- [YOUR ASSIGNMENT]:
Copy out each line of the data that holds the string "give".

- [RECORDS FOR THIS TASK]:
'''
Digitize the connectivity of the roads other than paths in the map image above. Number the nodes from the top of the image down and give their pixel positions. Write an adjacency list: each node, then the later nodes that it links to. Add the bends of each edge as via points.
'''
'''
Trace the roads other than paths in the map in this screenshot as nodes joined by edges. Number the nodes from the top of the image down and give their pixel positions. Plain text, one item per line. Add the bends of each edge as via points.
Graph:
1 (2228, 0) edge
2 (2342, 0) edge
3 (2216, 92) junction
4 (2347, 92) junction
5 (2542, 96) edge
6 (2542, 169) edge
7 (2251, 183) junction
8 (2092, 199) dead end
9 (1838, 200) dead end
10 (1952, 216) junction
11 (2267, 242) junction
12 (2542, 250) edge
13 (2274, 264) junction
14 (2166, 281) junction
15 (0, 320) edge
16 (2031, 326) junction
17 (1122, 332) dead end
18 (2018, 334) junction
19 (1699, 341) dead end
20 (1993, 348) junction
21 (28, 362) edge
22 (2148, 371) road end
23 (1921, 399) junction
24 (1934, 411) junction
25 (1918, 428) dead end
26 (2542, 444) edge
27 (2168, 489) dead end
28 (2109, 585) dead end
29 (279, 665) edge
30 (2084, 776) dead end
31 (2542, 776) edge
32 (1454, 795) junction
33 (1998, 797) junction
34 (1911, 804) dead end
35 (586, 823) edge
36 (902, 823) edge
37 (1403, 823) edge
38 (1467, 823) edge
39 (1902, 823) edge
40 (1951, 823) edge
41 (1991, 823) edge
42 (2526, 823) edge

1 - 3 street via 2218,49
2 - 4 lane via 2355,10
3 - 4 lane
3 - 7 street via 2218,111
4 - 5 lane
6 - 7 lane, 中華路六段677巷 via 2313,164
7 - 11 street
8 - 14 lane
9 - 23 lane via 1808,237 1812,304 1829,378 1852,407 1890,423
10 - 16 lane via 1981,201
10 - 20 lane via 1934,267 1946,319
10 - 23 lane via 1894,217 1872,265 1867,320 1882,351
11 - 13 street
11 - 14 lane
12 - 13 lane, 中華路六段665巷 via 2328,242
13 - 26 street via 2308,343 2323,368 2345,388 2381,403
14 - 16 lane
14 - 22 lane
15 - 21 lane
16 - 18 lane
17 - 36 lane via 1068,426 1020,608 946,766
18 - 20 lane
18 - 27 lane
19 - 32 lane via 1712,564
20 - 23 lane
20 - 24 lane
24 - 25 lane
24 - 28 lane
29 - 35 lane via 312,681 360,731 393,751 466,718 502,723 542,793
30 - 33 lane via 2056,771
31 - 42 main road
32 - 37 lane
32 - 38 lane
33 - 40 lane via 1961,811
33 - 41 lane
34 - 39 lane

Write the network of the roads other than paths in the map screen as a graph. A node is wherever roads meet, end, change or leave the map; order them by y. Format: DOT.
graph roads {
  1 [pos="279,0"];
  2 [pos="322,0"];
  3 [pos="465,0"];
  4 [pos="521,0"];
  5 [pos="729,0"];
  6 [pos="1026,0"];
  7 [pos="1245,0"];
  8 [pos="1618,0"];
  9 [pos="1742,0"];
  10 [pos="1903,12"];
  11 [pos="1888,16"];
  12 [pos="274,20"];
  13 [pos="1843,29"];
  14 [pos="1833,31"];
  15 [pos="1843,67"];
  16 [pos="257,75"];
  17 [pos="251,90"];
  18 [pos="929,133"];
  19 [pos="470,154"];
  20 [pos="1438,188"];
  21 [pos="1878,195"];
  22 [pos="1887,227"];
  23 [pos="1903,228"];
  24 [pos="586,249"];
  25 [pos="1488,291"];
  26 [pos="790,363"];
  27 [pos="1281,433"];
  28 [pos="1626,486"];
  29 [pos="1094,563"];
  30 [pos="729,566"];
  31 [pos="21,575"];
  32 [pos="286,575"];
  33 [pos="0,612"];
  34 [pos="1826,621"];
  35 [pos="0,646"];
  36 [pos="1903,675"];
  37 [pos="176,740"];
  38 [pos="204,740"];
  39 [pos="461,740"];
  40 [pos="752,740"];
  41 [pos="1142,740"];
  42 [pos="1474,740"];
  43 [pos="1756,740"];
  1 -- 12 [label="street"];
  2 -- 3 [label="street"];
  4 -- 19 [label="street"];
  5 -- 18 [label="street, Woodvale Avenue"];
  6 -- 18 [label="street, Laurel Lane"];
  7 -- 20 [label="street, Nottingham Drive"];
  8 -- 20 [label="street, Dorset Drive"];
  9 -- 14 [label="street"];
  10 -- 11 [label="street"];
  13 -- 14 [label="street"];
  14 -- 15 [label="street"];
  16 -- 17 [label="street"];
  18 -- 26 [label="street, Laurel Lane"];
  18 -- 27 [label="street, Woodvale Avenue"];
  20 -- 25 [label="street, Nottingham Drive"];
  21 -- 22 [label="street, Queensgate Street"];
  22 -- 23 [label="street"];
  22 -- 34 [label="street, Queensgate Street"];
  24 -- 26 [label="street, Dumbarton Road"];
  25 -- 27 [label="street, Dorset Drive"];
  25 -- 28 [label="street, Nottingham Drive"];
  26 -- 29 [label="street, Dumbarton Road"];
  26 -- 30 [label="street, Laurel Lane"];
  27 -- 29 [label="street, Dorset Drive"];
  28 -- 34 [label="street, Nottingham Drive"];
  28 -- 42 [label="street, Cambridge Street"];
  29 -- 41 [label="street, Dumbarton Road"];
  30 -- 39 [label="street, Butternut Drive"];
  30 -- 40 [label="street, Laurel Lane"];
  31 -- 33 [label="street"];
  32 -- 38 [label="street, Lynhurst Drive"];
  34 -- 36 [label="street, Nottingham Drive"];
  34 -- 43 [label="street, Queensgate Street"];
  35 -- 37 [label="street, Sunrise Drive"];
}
'''
- [EXERCISE ANSWER]:
Digitize the connectivity of the roads other than paths in the map image above. Number the nodes from the top of the image down and give their pixel positions. Write an adjacency list: each node, then the later nodes that it links to. Add the bends of each edge as via points.
Trace the roads other than paths in the map in this screenshot as nodes joined by edges. Number the nodes from the top of the image down and give their pixel positions. Plain text, one item per line. Add the bends of each edge as via points.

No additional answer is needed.